** Opening Data in this exercise block **

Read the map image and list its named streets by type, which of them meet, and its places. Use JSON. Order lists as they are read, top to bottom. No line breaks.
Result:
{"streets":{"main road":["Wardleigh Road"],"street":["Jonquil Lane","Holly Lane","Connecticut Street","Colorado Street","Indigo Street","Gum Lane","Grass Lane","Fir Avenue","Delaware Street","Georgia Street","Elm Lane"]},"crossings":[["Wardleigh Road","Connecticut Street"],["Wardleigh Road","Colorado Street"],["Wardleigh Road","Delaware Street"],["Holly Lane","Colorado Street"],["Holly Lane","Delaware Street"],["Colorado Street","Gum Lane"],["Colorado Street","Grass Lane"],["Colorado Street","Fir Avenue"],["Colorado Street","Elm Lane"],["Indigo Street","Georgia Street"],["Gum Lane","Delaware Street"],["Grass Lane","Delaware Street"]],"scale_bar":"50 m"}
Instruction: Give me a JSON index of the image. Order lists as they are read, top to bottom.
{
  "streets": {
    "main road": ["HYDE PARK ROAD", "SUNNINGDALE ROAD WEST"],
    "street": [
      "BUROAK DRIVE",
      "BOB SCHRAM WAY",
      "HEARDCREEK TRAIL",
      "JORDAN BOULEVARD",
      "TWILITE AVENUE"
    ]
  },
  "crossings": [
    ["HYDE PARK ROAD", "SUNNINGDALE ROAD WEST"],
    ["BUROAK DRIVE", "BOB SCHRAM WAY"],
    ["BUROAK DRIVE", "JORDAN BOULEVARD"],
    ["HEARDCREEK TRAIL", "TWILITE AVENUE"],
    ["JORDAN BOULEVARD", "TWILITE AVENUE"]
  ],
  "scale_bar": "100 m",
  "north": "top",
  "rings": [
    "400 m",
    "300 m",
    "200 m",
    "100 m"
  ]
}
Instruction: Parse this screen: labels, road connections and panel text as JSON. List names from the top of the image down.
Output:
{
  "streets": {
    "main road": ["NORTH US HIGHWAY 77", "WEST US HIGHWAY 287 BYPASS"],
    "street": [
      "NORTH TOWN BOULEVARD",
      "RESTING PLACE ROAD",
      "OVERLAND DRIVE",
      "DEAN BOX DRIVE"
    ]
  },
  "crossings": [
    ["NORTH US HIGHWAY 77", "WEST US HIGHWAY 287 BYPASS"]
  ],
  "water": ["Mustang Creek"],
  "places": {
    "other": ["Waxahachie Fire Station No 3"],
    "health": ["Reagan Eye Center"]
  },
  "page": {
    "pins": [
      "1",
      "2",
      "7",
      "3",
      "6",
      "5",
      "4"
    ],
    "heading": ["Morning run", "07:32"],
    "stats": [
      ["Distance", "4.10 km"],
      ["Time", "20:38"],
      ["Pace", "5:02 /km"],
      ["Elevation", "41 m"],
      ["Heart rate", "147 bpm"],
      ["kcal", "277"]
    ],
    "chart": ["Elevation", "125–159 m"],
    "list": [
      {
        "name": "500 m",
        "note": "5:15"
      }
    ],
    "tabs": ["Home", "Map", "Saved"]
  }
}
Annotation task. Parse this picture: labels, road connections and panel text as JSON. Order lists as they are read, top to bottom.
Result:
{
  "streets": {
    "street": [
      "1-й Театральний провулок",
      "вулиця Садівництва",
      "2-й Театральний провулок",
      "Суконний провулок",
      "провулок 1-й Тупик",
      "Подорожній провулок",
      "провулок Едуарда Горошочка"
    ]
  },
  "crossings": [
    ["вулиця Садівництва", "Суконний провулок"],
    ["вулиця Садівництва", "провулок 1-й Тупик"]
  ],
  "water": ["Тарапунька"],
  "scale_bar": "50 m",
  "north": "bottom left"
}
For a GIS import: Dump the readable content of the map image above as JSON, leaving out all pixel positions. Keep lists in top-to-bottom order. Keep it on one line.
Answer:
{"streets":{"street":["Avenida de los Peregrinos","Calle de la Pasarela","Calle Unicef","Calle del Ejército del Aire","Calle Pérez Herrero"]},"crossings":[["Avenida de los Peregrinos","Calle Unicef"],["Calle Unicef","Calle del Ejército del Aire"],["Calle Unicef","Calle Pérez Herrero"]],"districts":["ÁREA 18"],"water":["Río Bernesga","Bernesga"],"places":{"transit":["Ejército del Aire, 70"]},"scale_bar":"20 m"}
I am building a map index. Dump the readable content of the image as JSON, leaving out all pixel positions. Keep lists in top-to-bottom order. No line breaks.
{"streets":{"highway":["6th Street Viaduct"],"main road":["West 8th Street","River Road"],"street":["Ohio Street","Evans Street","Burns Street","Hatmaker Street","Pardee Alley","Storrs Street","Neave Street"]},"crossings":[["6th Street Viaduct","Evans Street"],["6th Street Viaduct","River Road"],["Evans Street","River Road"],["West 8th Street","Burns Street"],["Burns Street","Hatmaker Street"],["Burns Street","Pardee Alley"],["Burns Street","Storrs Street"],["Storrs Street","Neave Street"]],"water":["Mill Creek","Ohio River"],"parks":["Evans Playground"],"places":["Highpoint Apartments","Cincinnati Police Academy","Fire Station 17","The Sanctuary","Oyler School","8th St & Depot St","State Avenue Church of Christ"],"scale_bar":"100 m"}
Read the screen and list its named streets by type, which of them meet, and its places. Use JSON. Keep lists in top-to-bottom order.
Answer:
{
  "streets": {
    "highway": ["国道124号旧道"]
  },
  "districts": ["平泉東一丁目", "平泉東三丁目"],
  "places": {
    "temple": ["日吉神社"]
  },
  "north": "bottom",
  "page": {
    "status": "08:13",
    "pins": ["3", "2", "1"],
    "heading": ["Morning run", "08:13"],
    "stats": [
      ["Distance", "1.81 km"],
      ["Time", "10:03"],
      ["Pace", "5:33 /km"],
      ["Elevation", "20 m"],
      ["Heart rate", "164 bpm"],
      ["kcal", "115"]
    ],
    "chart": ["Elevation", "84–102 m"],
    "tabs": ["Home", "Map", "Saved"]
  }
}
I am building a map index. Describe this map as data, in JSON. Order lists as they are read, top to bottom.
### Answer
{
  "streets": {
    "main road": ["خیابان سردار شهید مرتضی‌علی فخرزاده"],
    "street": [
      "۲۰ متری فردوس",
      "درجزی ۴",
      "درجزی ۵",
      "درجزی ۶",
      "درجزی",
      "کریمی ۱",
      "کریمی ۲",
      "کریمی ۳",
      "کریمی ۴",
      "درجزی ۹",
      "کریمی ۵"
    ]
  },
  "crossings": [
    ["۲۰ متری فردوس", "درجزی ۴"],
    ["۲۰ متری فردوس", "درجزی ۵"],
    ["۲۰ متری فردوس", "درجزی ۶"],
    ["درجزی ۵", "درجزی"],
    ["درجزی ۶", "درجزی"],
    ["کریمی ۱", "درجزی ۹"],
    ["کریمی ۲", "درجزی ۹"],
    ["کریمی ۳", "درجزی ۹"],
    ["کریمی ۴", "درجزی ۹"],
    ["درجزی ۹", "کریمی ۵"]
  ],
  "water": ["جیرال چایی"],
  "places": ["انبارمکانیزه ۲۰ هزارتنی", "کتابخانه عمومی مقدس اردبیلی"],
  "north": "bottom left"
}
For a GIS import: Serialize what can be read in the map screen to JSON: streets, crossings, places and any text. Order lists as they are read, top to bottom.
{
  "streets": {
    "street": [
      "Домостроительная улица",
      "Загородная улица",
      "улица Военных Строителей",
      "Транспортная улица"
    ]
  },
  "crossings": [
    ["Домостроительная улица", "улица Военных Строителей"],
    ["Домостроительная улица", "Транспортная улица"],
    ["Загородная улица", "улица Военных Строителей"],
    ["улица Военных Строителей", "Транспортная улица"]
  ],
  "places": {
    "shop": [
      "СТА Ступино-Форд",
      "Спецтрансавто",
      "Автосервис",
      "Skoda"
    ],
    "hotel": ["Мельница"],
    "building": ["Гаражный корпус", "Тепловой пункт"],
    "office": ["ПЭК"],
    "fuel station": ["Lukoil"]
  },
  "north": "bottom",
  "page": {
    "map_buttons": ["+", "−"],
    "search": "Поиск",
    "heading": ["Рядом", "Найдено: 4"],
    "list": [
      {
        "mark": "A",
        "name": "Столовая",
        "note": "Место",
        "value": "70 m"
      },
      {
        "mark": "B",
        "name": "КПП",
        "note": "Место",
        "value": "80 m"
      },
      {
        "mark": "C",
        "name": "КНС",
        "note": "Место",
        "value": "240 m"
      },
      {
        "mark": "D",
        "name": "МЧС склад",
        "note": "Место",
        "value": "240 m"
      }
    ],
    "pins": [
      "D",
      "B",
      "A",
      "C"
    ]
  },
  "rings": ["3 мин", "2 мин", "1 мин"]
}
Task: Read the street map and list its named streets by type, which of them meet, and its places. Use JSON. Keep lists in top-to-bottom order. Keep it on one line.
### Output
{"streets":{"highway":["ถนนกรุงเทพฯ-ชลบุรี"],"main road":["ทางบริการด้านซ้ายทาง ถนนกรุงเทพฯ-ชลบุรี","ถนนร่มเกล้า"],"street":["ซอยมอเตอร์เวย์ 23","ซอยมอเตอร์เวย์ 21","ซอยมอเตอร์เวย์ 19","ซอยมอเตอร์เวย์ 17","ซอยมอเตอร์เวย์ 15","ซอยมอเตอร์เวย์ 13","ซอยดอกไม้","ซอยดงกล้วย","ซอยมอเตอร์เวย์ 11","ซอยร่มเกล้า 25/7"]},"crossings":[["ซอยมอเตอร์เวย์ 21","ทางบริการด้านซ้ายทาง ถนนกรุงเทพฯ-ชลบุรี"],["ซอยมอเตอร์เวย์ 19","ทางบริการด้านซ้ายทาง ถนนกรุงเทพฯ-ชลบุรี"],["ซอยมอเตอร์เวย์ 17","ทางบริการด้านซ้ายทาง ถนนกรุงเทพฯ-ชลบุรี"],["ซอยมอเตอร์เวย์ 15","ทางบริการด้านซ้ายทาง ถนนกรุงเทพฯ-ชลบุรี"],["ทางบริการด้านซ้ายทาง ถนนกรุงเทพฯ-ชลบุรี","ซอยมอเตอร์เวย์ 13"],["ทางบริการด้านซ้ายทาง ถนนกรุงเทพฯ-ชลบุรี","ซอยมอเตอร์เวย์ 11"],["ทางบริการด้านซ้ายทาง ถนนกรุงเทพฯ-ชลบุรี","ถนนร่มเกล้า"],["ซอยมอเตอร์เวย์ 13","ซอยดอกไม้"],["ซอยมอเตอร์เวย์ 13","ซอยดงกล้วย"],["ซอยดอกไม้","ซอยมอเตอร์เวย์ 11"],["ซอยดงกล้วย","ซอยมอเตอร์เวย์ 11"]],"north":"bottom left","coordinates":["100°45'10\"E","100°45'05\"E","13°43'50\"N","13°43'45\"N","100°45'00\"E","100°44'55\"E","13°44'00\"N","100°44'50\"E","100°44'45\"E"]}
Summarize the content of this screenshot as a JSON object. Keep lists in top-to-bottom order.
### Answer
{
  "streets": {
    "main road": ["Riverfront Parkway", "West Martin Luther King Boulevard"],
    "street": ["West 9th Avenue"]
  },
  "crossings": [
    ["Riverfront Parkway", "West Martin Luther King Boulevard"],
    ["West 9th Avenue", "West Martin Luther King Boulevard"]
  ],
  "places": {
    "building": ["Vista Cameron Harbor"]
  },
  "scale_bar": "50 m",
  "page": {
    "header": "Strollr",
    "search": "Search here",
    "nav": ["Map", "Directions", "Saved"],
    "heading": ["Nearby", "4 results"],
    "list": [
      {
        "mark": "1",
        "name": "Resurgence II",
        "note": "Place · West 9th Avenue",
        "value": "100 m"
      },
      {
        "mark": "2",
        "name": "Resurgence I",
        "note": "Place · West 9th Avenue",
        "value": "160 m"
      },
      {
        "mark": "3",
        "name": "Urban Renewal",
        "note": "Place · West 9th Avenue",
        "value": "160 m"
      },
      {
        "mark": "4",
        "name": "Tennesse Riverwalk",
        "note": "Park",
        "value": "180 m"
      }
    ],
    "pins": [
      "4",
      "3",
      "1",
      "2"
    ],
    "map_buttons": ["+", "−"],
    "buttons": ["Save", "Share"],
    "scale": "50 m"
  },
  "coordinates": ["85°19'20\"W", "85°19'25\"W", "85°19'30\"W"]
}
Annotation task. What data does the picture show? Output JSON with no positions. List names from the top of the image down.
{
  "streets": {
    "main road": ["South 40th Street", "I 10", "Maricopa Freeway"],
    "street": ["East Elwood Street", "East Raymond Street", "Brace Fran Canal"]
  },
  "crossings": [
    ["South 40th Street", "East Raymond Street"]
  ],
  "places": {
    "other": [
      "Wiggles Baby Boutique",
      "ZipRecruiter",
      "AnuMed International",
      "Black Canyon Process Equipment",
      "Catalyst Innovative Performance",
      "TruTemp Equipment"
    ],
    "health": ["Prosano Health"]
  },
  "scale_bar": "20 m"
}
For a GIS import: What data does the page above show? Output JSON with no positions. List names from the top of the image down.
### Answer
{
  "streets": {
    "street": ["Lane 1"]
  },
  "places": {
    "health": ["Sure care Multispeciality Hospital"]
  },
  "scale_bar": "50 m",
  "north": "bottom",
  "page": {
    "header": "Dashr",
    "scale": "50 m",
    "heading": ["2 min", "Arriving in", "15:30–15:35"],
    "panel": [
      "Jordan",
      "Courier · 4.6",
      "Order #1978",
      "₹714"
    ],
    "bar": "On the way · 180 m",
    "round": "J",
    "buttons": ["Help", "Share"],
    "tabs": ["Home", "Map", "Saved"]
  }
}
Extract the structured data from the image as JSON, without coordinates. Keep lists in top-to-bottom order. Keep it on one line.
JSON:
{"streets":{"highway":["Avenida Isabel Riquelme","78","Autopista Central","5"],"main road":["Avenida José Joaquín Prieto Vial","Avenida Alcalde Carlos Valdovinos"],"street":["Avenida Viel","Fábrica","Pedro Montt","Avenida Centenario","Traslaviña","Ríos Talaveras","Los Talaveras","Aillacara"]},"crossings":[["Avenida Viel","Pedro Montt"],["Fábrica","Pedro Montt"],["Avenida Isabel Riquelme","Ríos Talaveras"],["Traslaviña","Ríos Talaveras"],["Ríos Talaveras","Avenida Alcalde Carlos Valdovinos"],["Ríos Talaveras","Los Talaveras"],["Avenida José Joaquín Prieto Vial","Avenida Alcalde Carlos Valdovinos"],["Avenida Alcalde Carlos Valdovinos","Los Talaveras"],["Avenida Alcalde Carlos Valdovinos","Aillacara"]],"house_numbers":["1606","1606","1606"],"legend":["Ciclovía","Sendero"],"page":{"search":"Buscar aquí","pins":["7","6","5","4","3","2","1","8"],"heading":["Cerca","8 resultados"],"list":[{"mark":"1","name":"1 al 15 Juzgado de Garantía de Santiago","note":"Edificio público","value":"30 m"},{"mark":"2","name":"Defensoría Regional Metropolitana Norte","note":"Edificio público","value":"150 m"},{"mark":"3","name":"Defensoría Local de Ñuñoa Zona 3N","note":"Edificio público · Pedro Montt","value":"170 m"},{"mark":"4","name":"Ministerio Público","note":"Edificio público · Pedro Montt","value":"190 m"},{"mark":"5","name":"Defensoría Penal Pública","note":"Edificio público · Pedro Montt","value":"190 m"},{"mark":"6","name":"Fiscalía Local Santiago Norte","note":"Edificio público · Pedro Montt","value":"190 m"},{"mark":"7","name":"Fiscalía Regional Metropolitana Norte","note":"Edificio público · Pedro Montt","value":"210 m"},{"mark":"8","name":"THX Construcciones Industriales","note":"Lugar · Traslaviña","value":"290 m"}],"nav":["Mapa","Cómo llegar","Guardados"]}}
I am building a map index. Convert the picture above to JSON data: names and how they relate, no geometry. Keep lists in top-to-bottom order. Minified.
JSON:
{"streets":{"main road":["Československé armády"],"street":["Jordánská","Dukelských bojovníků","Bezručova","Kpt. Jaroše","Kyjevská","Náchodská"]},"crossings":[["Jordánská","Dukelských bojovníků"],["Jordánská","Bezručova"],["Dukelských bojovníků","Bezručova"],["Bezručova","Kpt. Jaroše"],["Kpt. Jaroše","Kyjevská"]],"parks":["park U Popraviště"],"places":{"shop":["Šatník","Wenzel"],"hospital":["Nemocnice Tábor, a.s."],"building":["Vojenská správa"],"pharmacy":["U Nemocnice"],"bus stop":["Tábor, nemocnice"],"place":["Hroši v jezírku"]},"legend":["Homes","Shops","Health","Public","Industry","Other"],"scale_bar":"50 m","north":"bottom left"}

** Closing Data in this exercise block **

Your answer should be the lines above, from the line containing "Instruction: Give me" up to and including the line containing "Instruction: Parse this", reproduced exactly and with nothing else.

Solved problem:
Instruction: Give me a JSON index of the image. Order lists as they are read, top to bottom.
{
  "streets": {
    "main road": ["HYDE PARK ROAD", "SUNNINGDALE ROAD WEST"],
    "street": [
      "BUROAK DRIVE",
      "BOB SCHRAM WAY",
      "HEARDCREEK TRAIL",
      "JORDAN BOULEVARD",
      "TWILITE AVENUE"
    ]
  },
  "crossings": [
    ["HYDE PARK ROAD", "SUNNINGDALE ROAD WEST"],
    ["BUROAK DRIVE", "BOB SCHRAM WAY"],
    ["BUROAK DRIVE", "JORDAN BOULEVARD"],
    ["HEARDCREEK TRAIL", "TWILITE AVENUE"],
    ["JORDAN BOULEVARD", "TWILITE AVENUE"]
  ],
  "scale_bar": "100 m",
  "north": "top",
  "rings": [
    "400 m",
    "300 m",
    "200 m",
    "100 m"
  ]
}
Instruction: Parse this screen: labels, road connections and panel text as JSON. List names from the top of the image down.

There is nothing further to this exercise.